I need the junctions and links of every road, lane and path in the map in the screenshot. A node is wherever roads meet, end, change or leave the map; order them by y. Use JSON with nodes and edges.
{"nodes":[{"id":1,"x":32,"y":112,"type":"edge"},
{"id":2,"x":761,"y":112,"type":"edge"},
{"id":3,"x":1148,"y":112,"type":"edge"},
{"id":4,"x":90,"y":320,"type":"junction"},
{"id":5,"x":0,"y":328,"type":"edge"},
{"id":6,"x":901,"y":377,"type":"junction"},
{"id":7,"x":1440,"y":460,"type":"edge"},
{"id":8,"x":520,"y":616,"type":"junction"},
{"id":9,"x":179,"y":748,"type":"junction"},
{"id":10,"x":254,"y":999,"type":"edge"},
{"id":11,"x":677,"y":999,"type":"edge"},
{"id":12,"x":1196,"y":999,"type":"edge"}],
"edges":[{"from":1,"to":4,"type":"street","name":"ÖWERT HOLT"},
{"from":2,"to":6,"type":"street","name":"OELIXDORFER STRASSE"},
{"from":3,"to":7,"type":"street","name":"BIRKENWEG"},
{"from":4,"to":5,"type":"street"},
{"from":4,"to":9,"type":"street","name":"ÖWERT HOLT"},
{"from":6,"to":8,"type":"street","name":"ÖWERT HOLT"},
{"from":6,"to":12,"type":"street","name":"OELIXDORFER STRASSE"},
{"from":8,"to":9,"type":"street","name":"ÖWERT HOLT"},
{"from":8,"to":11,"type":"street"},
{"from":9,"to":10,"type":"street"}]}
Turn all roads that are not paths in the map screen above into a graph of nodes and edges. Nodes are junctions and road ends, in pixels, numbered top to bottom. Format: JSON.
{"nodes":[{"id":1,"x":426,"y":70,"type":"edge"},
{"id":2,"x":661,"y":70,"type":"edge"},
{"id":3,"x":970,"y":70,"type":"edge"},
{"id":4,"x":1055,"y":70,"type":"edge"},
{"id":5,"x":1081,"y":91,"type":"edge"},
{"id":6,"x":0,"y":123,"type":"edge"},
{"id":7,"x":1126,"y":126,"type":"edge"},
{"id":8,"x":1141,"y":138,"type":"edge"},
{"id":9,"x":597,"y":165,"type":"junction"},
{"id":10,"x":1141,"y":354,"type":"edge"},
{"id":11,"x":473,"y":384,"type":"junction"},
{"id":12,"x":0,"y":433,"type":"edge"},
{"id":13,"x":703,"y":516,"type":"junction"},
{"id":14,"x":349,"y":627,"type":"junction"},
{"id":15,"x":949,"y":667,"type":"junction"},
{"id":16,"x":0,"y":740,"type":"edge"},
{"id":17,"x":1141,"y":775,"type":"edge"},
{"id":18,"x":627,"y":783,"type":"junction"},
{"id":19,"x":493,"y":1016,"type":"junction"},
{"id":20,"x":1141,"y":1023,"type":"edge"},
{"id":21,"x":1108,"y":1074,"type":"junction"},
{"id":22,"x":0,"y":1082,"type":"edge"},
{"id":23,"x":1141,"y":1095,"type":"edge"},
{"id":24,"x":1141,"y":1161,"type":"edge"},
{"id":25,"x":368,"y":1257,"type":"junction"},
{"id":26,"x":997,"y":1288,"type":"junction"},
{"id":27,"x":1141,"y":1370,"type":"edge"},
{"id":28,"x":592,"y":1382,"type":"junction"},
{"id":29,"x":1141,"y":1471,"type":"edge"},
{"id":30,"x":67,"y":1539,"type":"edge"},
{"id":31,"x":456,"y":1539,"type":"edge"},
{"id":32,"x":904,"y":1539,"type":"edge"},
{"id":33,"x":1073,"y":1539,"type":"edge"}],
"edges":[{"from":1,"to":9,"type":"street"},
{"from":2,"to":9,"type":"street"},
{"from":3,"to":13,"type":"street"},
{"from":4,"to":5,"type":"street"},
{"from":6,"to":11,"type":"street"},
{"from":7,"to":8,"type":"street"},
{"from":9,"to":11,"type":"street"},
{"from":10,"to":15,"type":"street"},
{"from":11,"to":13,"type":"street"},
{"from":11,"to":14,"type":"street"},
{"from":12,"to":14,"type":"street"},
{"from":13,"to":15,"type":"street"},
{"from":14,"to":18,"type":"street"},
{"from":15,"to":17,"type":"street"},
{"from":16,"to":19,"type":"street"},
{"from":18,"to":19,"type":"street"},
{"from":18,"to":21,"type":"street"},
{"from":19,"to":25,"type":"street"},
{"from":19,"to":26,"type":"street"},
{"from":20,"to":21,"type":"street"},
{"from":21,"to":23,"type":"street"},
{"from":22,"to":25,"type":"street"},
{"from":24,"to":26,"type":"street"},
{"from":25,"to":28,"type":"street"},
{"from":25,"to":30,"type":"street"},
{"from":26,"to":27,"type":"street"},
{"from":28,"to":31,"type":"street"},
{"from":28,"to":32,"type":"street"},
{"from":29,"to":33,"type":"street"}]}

* What you will do
Filter the listing above for lines with the word "JSON", and copy each one you find.

* Response to the task
I need the junctions and links of every road, lane and path in the map in the screenshot. A node is wherever roads meet, end, change or leave the map; order them by y. Use JSON with nodes and edges.
Turn all roads that are not paths in the map screen above into a graph of nodes and edges. Nodes are junctions and road ends, in pixels, numbered top to bottom. Format: JSON.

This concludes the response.